The Directorate General of Foreign Trade (DGFT) has inserted a new paragraph, numbered 2.20B, into the Foreign Trade Policy, 2023. The provision empowers the central government to prohibit, by notification, the import of goods manufactured or produced, wholly or in part, through the use of forced labour. Officials have indicated that the definition of forced labour applied under the new rule draws on the International Labour Organization’s Forced Labour Convention, giving the measure a recognised international benchmark rather than a purely domestic standard.

Under the amended policy, India’s foreign trade authorities will be responsible for examining whether specific imported goods have been produced using forced labour. Where sufficient evidence is found following an enquiry, the DGFT may recommend that particular products be barred from entry. The detailed procedure for conducting such enquiries is expected to be set out separately in the Handbook of Procedures, 2023, meaning the practical mechanics of enforcement are still being finalised.

Importantly, trade analysts have been careful to note that the notification does not itself constitute an immediate ban on any specific category of goods. Rather, it creates the legal architecture through which future prohibitions can be imposed once an investigation establishes that forced labour was involved in a product’s manufacture. How rigorously this framework is applied, and which goods eventually fall under scrutiny, will determine its real world impact.

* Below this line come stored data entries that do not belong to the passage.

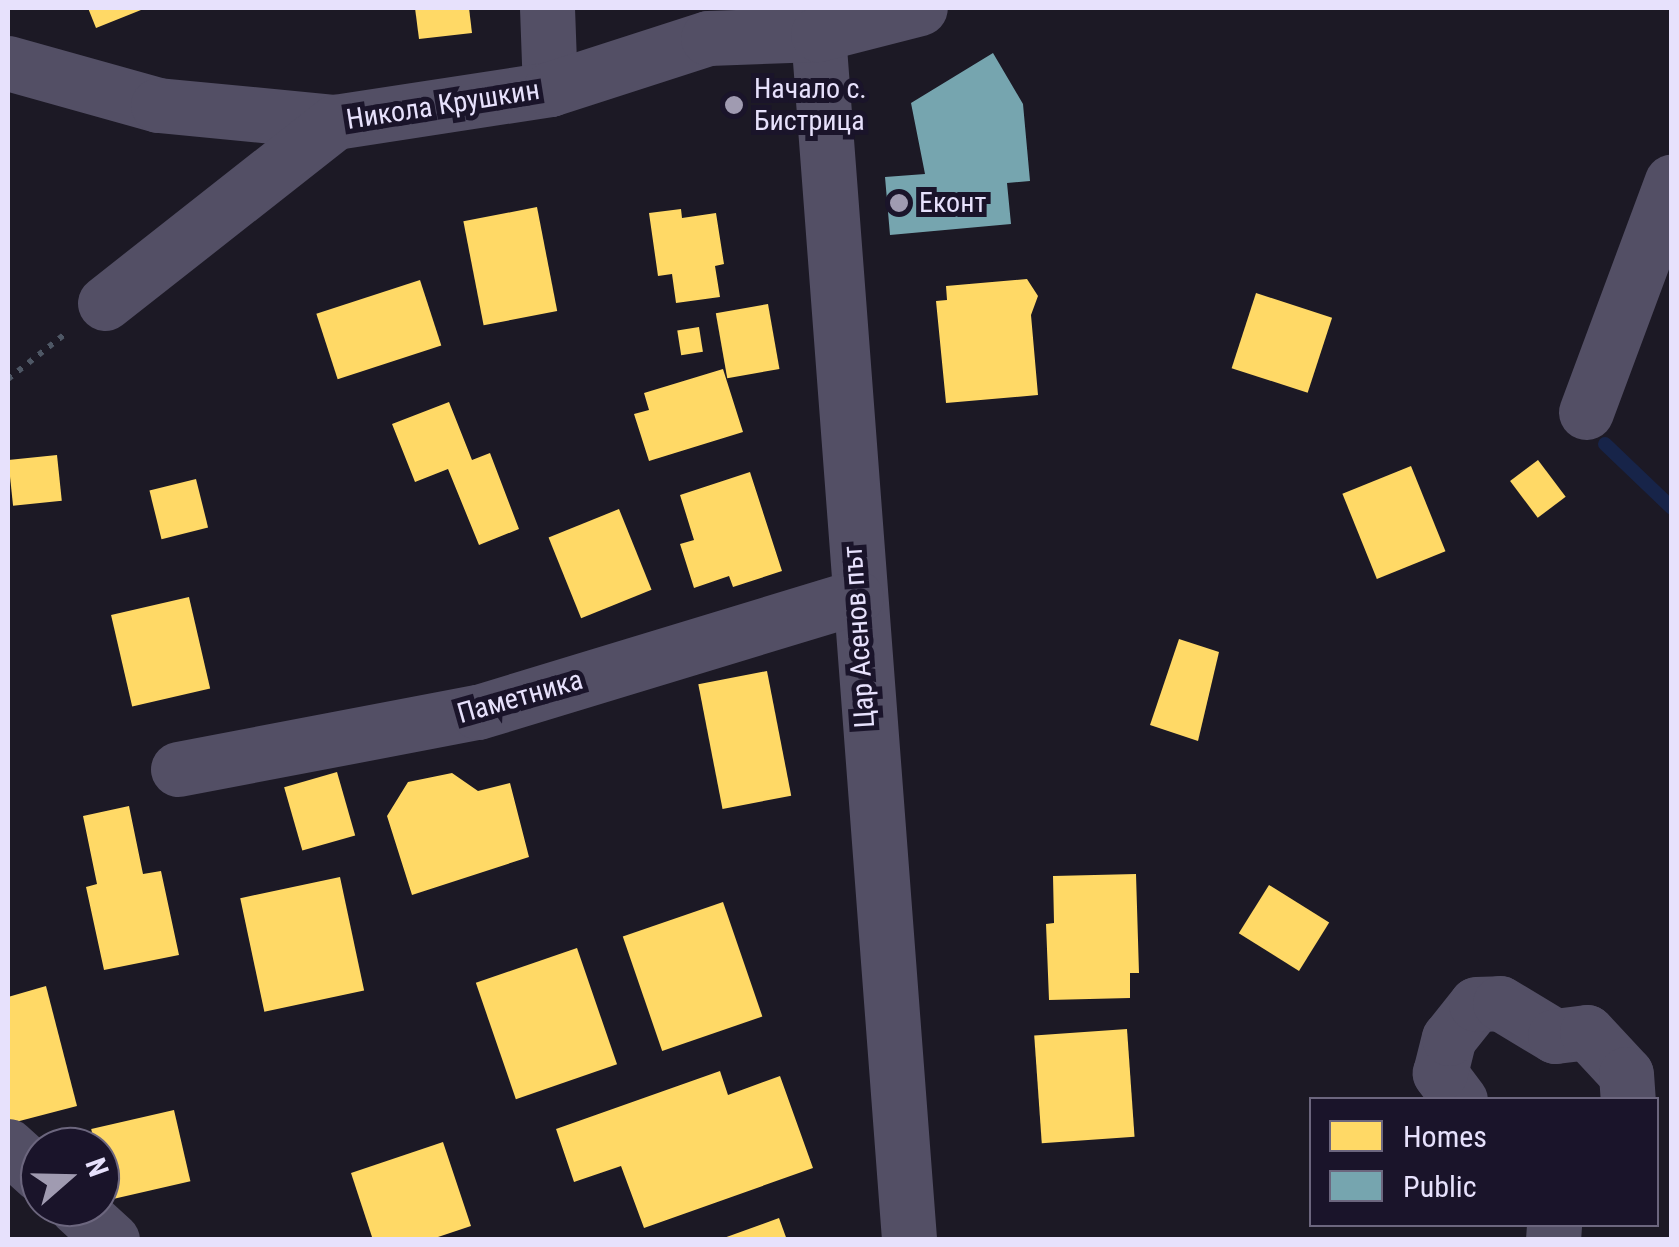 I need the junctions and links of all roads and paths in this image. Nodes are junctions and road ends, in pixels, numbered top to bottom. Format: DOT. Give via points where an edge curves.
graph roads {
  1 [pos="547,8"];
  2 [pos="920,8"];
  3 [pos="831,21"];
  4 [pos="8,63"];
  5 [pos="550,89"];
  6 [pos="335,122"];
  7 [pos="1672,182"];
  8 [pos="105,303"];
  9 [pos="8,379"];
  10 [pos="1586,412"];
  11 [pos="856,596"];
  12 [pos="178,769"];
  13 [pos="1458,1097"];
  14 [pos="1628,1097"];
  15 [pos="909,1240"];
  1 -- 5 [label="street"];
  2 -- 3 [label="street, Никола Крушкин"];
  3 -- 5 [label="street, Никола Крушкин" via="708,38"];
  3 -- 11 [label="street, Цар Асенов път"];
  4 -- 6 [label="street, Никола Крушкин" via="158,105"];
  5 -- 6 [label="street, Никола Крушкин"];
  6 -- 8 [label="street"];
  7 -- 10 [label="street"];
  8 -- 9 [label="path"];
  11 -- 12 [label="street, Паметника" via="478,712"];
  11 -- 15 [label="street, Цар Асенов път"];
  13 -- 14 [label="street" via="1440,1074 1449,1038 1476,1004 1500,1003 1554,1036 1588,1032 1626,1074"];
}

India Forced Labour Import Ban – The US Pressure Behind The Move

The timing of the amendment is difficult to separate from Washington’s ongoing trade posture. The Office of the United States Trade Representative has proposed tariffs ranging between 10 and 12.5 per cent on dozens of trading partners as part of a wider push against goods tied to forced labour, with particular scrutiny falling on products such as cotton, textiles, solar panel polysilicon, seafood, metals, batteries and electronics, many of which are viewed as vulnerable when linked to sourcing from China’s Xinjiang region.

Countries that have already introduced their own domestic prohibitions on forced labour imports, including the European Union and Pakistan, have reportedly been offered a comparatively lower proposed tariff rate of 10 per cent. This has left India facing a clear incentive to demonstrate equivalent regulatory action. Trade experts have suggested that by strengthening its own legal framework in line with international standards, India may improve its position in ongoing tariff negotiations and future market access discussions with Washington, even though the proposed US measures remain subject to a public comment period before any final decision is made.

Commentators have also pointed to the practical difficulty of enforcement. Even major economies such as the United States and the European Union continue to import substantial volumes of goods from regions flagged for forced labour risk, underlining how challenging it can be to translate a legal prohibition into consistent, evidence based trade restrictions.

What It Means For Importers

For businesses that rely on imported raw materials or components, the amendment signals that supply chain due diligence is likely to matter more in the coming months. While no specific goods have yet been named for prohibition, importers dealing in sectors already flagged internationally as high risk, including textiles, electronics and solar components, would be well advised to review their sourcing arrangements ahead of any DGFT enquiry.

The India forced labour import ban is, at this stage, a framework rather than a finished enforcement regime. Its ultimate significance will depend on how actively Indian authorities investigate supply chains, the standard of evidence required to establish a forced labour link, and whether the measure is used sparingly or applied more broadly across sectors already under international scrutiny.